PROVIDED MATERIAL:

= = = =

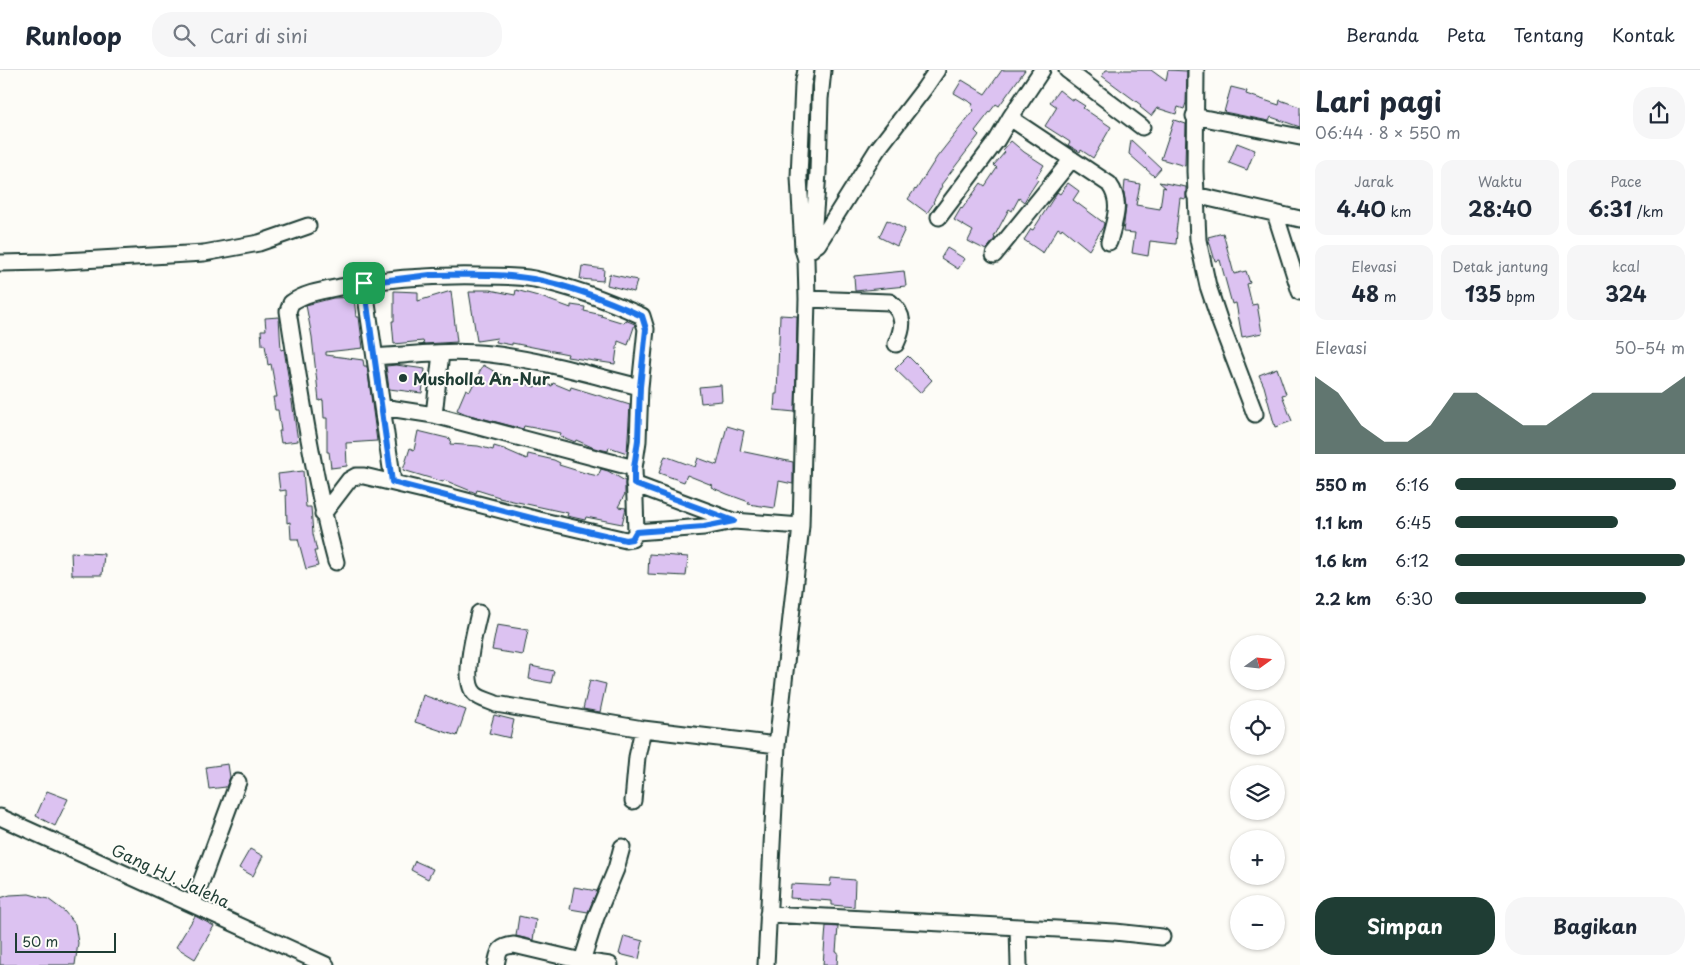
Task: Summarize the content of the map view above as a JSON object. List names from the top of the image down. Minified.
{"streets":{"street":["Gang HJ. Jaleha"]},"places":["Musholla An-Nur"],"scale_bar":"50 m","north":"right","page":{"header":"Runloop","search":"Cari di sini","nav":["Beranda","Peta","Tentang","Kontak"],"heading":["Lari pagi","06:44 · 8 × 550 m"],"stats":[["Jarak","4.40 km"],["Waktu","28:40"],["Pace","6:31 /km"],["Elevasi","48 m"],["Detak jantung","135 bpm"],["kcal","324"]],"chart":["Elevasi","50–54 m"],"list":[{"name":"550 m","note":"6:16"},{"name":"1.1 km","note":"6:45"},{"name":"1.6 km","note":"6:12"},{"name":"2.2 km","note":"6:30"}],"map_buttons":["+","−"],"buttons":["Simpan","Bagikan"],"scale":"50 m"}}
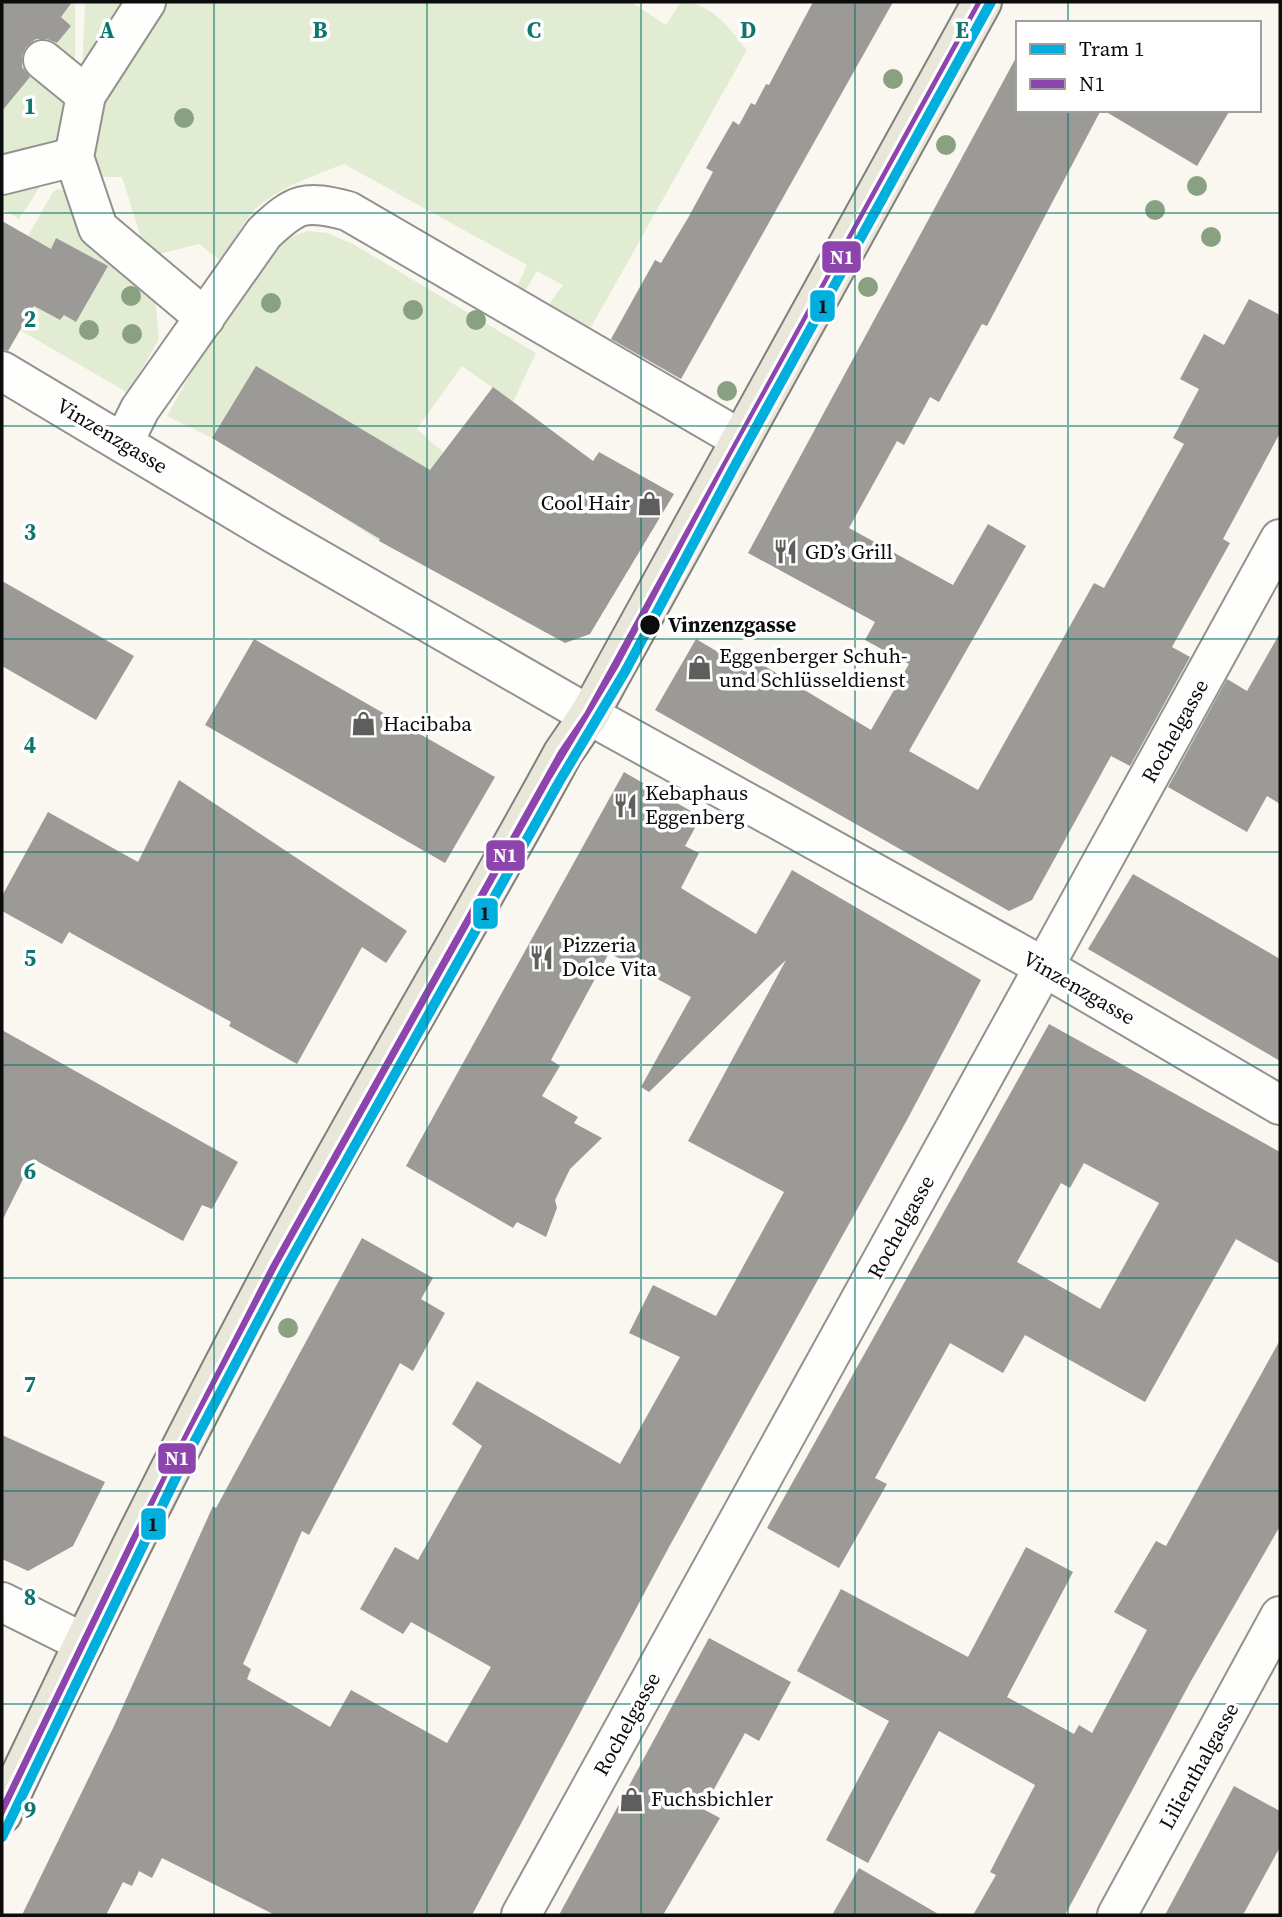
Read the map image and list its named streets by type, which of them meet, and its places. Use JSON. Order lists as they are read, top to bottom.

= = = =

Your answer should reproduce every line of the data verbatim and include no images.

Task: Summarize the content of the map view above as a JSON object. List names from the top of the image down. Minified.
{"streets":{"street":["Gang HJ. Jaleha"]},"places":["Musholla An-Nur"],"scale_bar":"50 m","north":"right","page":{"header":"Runloop","search":"Cari di sini","nav":["Beranda","Peta","Tentang","Kontak"],"heading":["Lari pagi","06:44 · 8 × 550 m"],"stats":[["Jarak","4.40 km"],["Waktu","28:40"],["Pace","6:31 /km"],["Elevasi","48 m"],["Detak jantung","135 bpm"],["kcal","324"]],"chart":["Elevasi","50–54 m"],"list":[{"name":"550 m","note":"6:16"},{"name":"1.1 km","note":"6:45"},{"name":"1.6 km","note":"6:12"},{"name":"2.2 km","note":"6:30"}],"map_buttons":["+","−"],"buttons":["Simpan","Bagikan"],"scale":"50 m"}}
Read the map image and list its named streets by type, which of them meet, and its places. Use JSON. Order lists as they are read, top to bottom.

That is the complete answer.